What you should do: Copy, from the material below, each line where "Beeches" shows up.

Data provided:
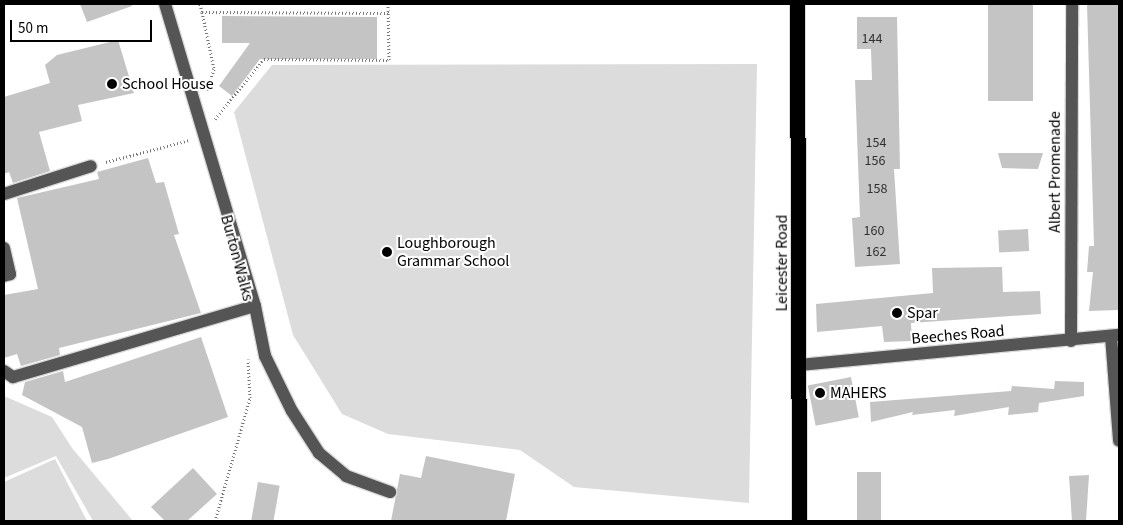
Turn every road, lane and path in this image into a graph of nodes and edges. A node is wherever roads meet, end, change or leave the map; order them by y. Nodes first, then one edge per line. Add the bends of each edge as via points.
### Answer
1 (165, 4) edge
2 (200, 4) edge
3 (388, 4) edge
4 (797, 4) edge
5 (1072, 4) edge
6 (202, 12) junction
7 (389, 13) junction
8 (205, 97) dead end
9 (212, 112) dead end
10 (215, 119) junction
11 (188, 132) dead end
12 (202, 134) junction
13 (190, 140) junction
14 (193, 149) dead end
15 (90, 166) joint
16 (4, 194) edge
17 (4, 248) edge
18 (4, 276) edge
19 (255, 306) junction
20 (1115, 336) edge
21 (1071, 341) junction
22 (247, 353) dead end
23 (800, 365) junction
24 (4, 371) edge
25 (1119, 441) edge
26 (390, 492) dead end
27 (216, 521) edge
28 (799, 521) edge

1 - 12 street
2 - 6 path
3 - 7 path
4 - 23 highway, Leicester Road
5 - 21 street, Albert Promenade
6 - 7 path
6 - 8 path via 214,69
7 - 10 path via 390,60 264,59
9 - 10 path
10 - 12 path
11 - 13 path
12 - 19 street
13 - 14 path
13 - 15 path
15 - 16 street
17 - 18 street via 10,274
19 - 24 street via 13,377
19 - 26 street via 265,356 292,411 319,452 346,476
20 - 21 street, Beeches Road
20 - 25 street
21 - 23 street, Beeches Road
22 - 27 path via 250,398
23 - 28 highway, Leicester Road

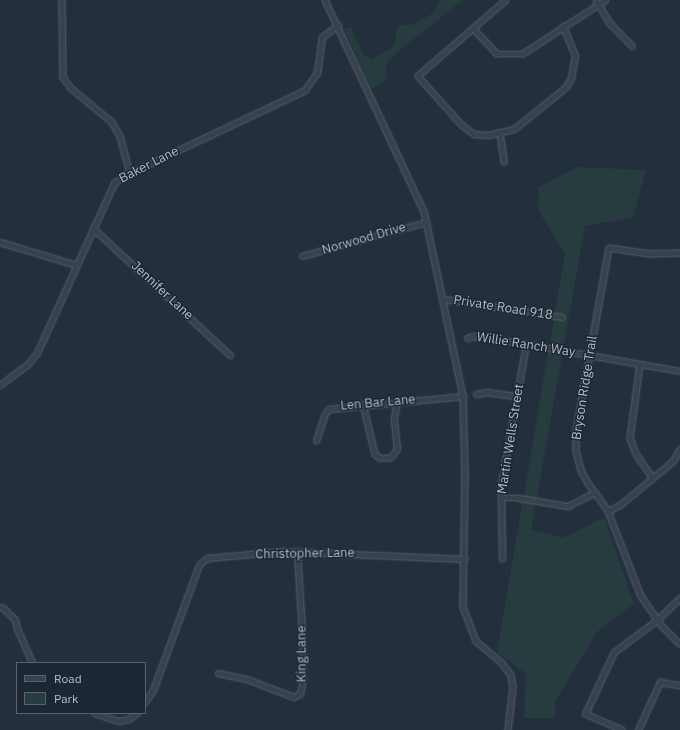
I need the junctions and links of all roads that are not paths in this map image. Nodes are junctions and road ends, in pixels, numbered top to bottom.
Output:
1 (62, 0) edge
2 (325, 0) edge
3 (506, 0) edge
4 (605, 0) edge
5 (598, 2) edge
6 (338, 25) junction
7 (563, 26) junction
8 (473, 28) junction
9 (632, 46) dead end
10 (500, 132) junction
11 (504, 162) dead end
12 (130, 173) junction
13 (426, 222) junction
14 (93, 228) junction
15 (0, 242) edge
16 (680, 253) edge
17 (302, 256) dead end
18 (76, 266) junction
19 (444, 299) junction
20 (562, 317) dead end
21 (467, 338) dead end
22 (526, 344) junction
23 (230, 355) dead end
24 (590, 355) junction
25 (640, 364) junction
26 (680, 371) edge
27 (0, 385) edge
28 (476, 394) dead end
29 (463, 396) junction
30 (517, 396) junction
31 (398, 401) junction
32 (363, 404) junction
33 (316, 441) dead end
34 (680, 449) edge
35 (653, 478) junction
36 (595, 492) junction
37 (501, 498) junction
38 (608, 511) junction
39 (297, 552) junction
40 (465, 559) junction
41 (502, 559) dead end
42 (680, 598) edge
43 (2, 607) dead end
44 (657, 620) junction
45 (680, 644) edge
46 (33, 662) edge
47 (218, 673) dead end
48 (680, 685) edge
49 (146, 700) edge
50 (97, 714) edge
51 (136, 714) edge
52 (508, 730) edge
53 (622, 730) edge
54 (638, 730) edge

1 - 12 street
2 - 6 street
3 - 8 street
4 - 5 street
5 - 7 street
5 - 9 street
6 - 12 street, Baker Lane
6 - 13 street
7 - 8 street
7 - 10 street
8 - 10 street
10 - 11 street
12 - 14 street, Baker Lane
13 - 17 street, Norwood Drive
13 - 19 street
14 - 18 street, Baker Lane
14 - 23 street, Jennifer Lane
15 - 18 street
16 - 24 street, Bryson Ridge Trail
18 - 27 street, Baker Lane
19 - 20 street, Private Road 918
19 - 29 street
21 - 22 street, Willie Ranch Way
22 - 24 street, Willie Ranch Way
22 - 30 street, Martin Wells Street
24 - 25 street, Willie Ranch Way
24 - 36 street, Bryson Ridge Trail
25 - 26 street, Willie Ranch Way
25 - 35 street
28 - 30 street
29 - 31 street, Len Bar Lane
29 - 40 street
30 - 37 street, Martin Wells Street
31 - 32 street, Len Bar Lane
31 - 32 street
32 - 33 street, Len Bar Lane
34 - 35 street
35 - 38 street
36 - 37 street
36 - 38 street, Bryson Ridge Trail
37 - 41 street, Martin Wells Street
38 - 44 street, Bryson Ridge Trail
39 - 40 street, Christopher Lane
39 - 47 street, King Lane
39 - 49 street, Christopher Lane
40 - 52 street
42 - 44 street
43 - 46 street
44 - 45 street, Bryson Ridge Trail
44 - 53 street
48 - 54 street
50 - 51 street

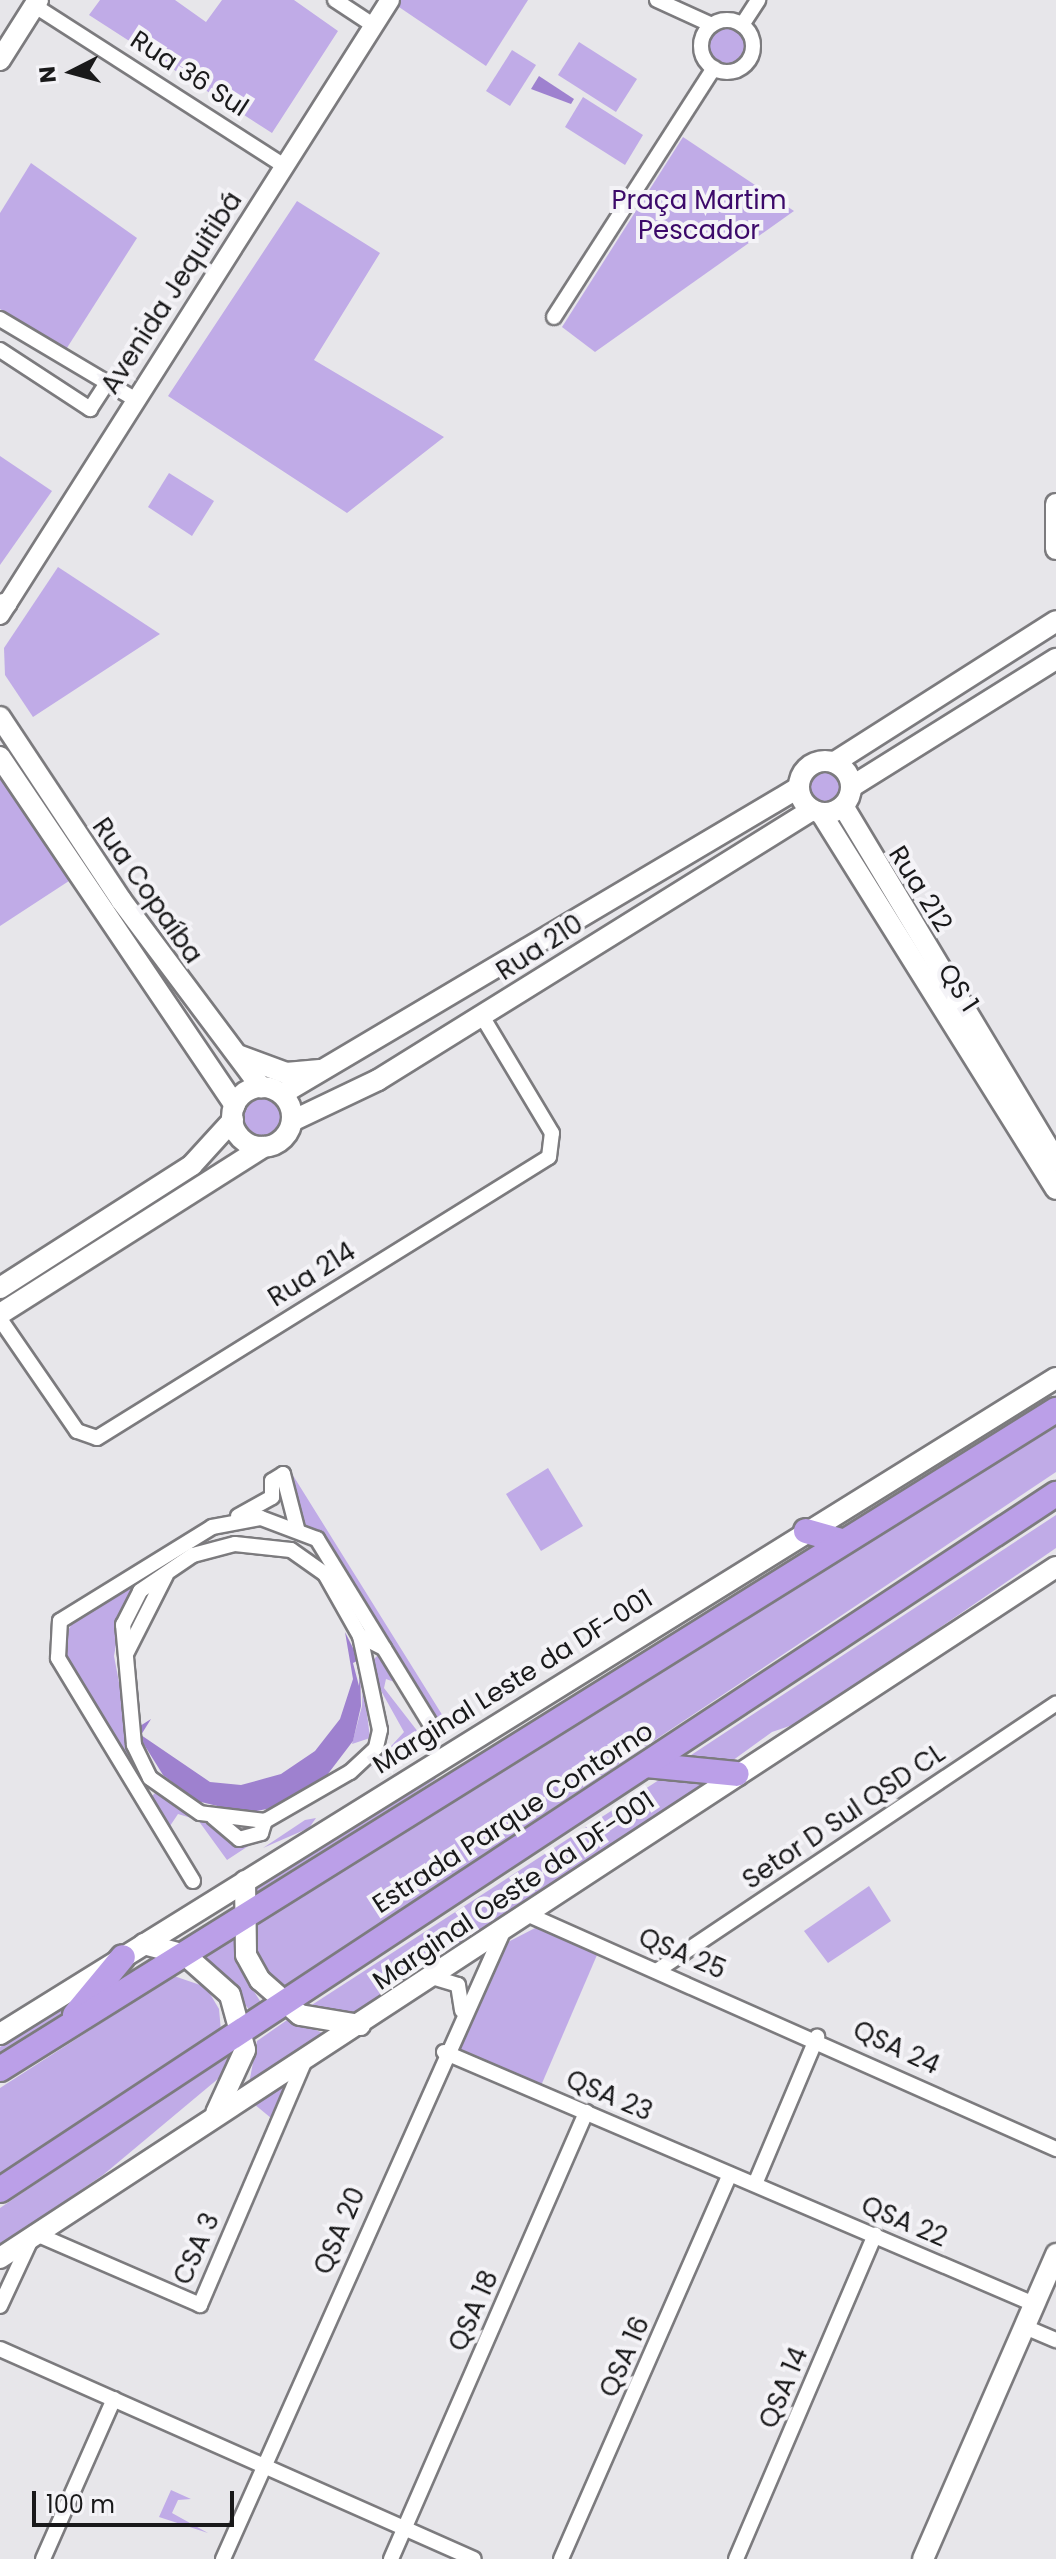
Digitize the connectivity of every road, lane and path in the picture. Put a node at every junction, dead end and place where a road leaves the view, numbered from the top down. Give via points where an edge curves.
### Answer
1 (335, 0) edge
2 (390, 0) edge
3 (657, 0) edge
4 (758, 0) edge
5 (33, 2) edge
6 (677, 13) junction
7 (373, 25) junction
8 (712, 25) junction
9 (742, 25) junction
10 (702, 47) junction
11 (0, 60) edge
12 (714, 68) junction
13 (284, 166) junction
14 (554, 317) dead end
15 (0, 319) edge
16 (0, 350) edge
17 (107, 383) junction
18 (135, 399) junction
19 (1056, 504) edge
20 (1056, 549) edge
21 (2, 608) edge
22 (1056, 621) edge
23 (1056, 659) edge
24 (0, 717) edge
25 (0, 757) edge
26 (835, 762) junction
27 (851, 787) junction
28 (798, 788) junction
29 (843, 806) junction
30 (816, 812) junction
31 (78, 855) junction
32 (112, 904) junction
33 (482, 1016) junction
34 (234, 1053) junction
35 (336, 1067) junction
36 (214, 1076) junction
37 (261, 1087) junction
38 (282, 1094) junction
39 (234, 1112) junction
40 (292, 1121) junction
41 (263, 1147) junction
42 (1056, 1160) edge
43 (192, 1165) junction
44 (1056, 1189) edge
45 (0, 1288) edge
46 (0, 1316) edge
47 (1056, 1378) edge
48 (1056, 1410) edge
49 (1056, 1494) edge
50 (234, 1518) junction
51 (297, 1528) junction
52 (806, 1531) junction
53 (840, 1541) junction
54 (1056, 1567) edge
55 (360, 1636) junction
56 (384, 1648) junction
57 (1056, 1704) edge
58 (433, 1728) dead end
59 (646, 1765) junction
60 (737, 1774) junction
61 (193, 1881) dead end
62 (245, 1881) junction
63 (529, 1915) junction
64 (242, 1917) junction
65 (503, 1932) junction
66 (133, 1950) junction
67 (185, 1955) junction
68 (658, 1970) junction
69 (432, 1977) junction
70 (282, 2002) junction
71 (462, 2016) junction
72 (360, 2025) junction
73 (243, 2027) junction
74 (63, 2029) junction
75 (0, 2034) edge
76 (817, 2037) junction
77 (444, 2052) junction
78 (304, 2062) junction
79 (0, 2069) edge
80 (586, 2112) junction
81 (214, 2116) junction
82 (1056, 2149) edge
83 (730, 2174) junction
84 (755, 2184) junction
85 (0, 2190) edge
86 (34, 2233) junction
87 (875, 2235) junction
88 (1056, 2254) edge
89 (0, 2258) edge
90 (1034, 2304) junction
91 (0, 2306) edge
92 (1025, 2327) junction
93 (1056, 2340) edge
94 (0, 2349) edge
95 (114, 2399) junction
96 (264, 2466) junction
97 (405, 2528) junction
98 (926, 2558) edge
99 (43, 2559) edge
100 (223, 2559) edge
101 (391, 2559) edge
102 (474, 2559) edge
103 (561, 2559) edge
104 (736, 2559) edge

1 - 7 street
2 - 7 street, Avenida Jequitibá
3 - 6 street
4 - 9 street
5 - 11 main road
5 - 13 street, Rua 36 Sul
6 - 8 street
6 - 10 street
7 - 13 street, Avenida Jequitibá
8 - 9 street
8 - 10 street
9 - 12 street via 752,40 751,57 739,70
10 - 12 street
12 - 14 street
13 - 18 street, Avenida Jequitibá
15 - 17 street
16 - 17 street via 90,409
17 - 18 street
18 - 21 street, Avenida Jequitibá
19 - 20 main road
22 - 26 main road
23 - 27 main road
24 - 31 main road, Rua Copaíba
25 - 31 main road, Rua Copaíba
26 - 27 main road
26 - 28 main road via 810,765
27 - 29 main road
28 - 30 main road
28 - 35 main road, Rua 210
29 - 30 main road
29 - 42 main road, Rua 212
30 - 33 main road, Rua 210
30 - 44 main road, QS 1
31 - 32 main road, Rua Copaíba
32 - 34 main road, Rua Copaíba
32 - 36 main road, Rua Copaíba
33 - 40 main road, Rua 210 via 330,1109
33 - 46 street, Rua 214 via 552,1133 549,1157 97,1438 77,1431
34 - 35 main road via 286,1073
34 - 37 main road, Rua Copaíba
35 - 38 main road, Rua 210
36 - 39 main road, Rua Copaíba
36 - 43 main road via 220,1120
37 - 38 main road
37 - 39 main road
38 - 40 main road
39 - 41 main road via 243,1139
39 - 43 main road
40 - 41 main road via 282,1139
41 - 46 main road
43 - 45 main road
47 - 52 main road, Marginal Leste da DF-001
48 - 53 highway
49 - 59 highway, Estrada Parque Contorno
50 - 51 street
50 - 51 street via 267,1501 272,1481 283,1474
50 - 61 street via 60,1621 55,1640 58,1658
51 - 56 street via 317,1539
52 - 53 highway
52 - 62 main road, Marginal Leste da DF-001
53 - 64 highway
54 - 60 main road, Marginal Oeste da DF-001
55 - 55 street via 325,1574 291,1550 214,1547 167,1574 129,1608 124,1679 134,1745 150,1778 178,1802 213,1817 265,1821 296,1808 376,1748 377,1705
55 - 56 street
56 - 58 street
57 - 68 street, Setor D Sul QSD CL
59 - 60 highway
59 - 70 highway, Estrada Parque Contorno
60 - 63 main road, Marginal Oeste da DF-001
62 - 64 main road
62 - 66 main road, Marginal Leste da DF-001
63 - 65 main road, Marginal Oeste da DF-001
63 - 68 street, QSA 25
64 - 67 highway
64 - 70 main road via 246,1955
65 - 69 main road, Marginal Oeste da DF-001
65 - 71 street, QSA 20
66 - 67 main road
66 - 74 highway
66 - 75 main road, Marginal Leste da DF-001
67 - 73 main road via 226,1991
67 - 74 highway
68 - 76 street, QSA 25
69 - 71 street via 458,1985
69 - 72 main road, Marginal Oeste da DF-001
70 - 72 main road via 318,2022
70 - 73 highway, Estrada Parque Contorno
71 - 77 street, QSA 20
72 - 78 main road, Marginal Oeste da DF-001
73 - 81 main road via 240,2072
73 - 85 highway, Estrada Parque Contorno
74 - 79 highway
76 - 82 street, QSA 24
76 - 84 street, QSA 24
77 - 80 street, QSA 23
77 - 96 street, QSA 20
78 - 81 main road, Marginal Oeste da DF-001
78 - 86 street, CSA 3 via 200,2305
80 - 83 street, QSA 23
80 - 97 street, QSA 18
81 - 86 main road, Marginal Oeste da DF-001
83 - 84 street, QSA 23
83 - 103 street, QSA 16
84 - 87 street, QSA 22
86 - 89 main road, Marginal Oeste da DF-001
86 - 91 street
87 - 90 street, QSA 22
87 - 104 street, QSA 14
88 - 90 main road
90 - 92 main road
92 - 93 street
92 - 98 main road
94 - 95 street
95 - 96 street
95 - 99 street
96 - 97 street
96 - 100 street, QSA 20
97 - 101 street, QSA 18
97 - 102 street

Solution to this problem:
20 - 21 street, Beeches Road
21 - 23 street, Beeches Road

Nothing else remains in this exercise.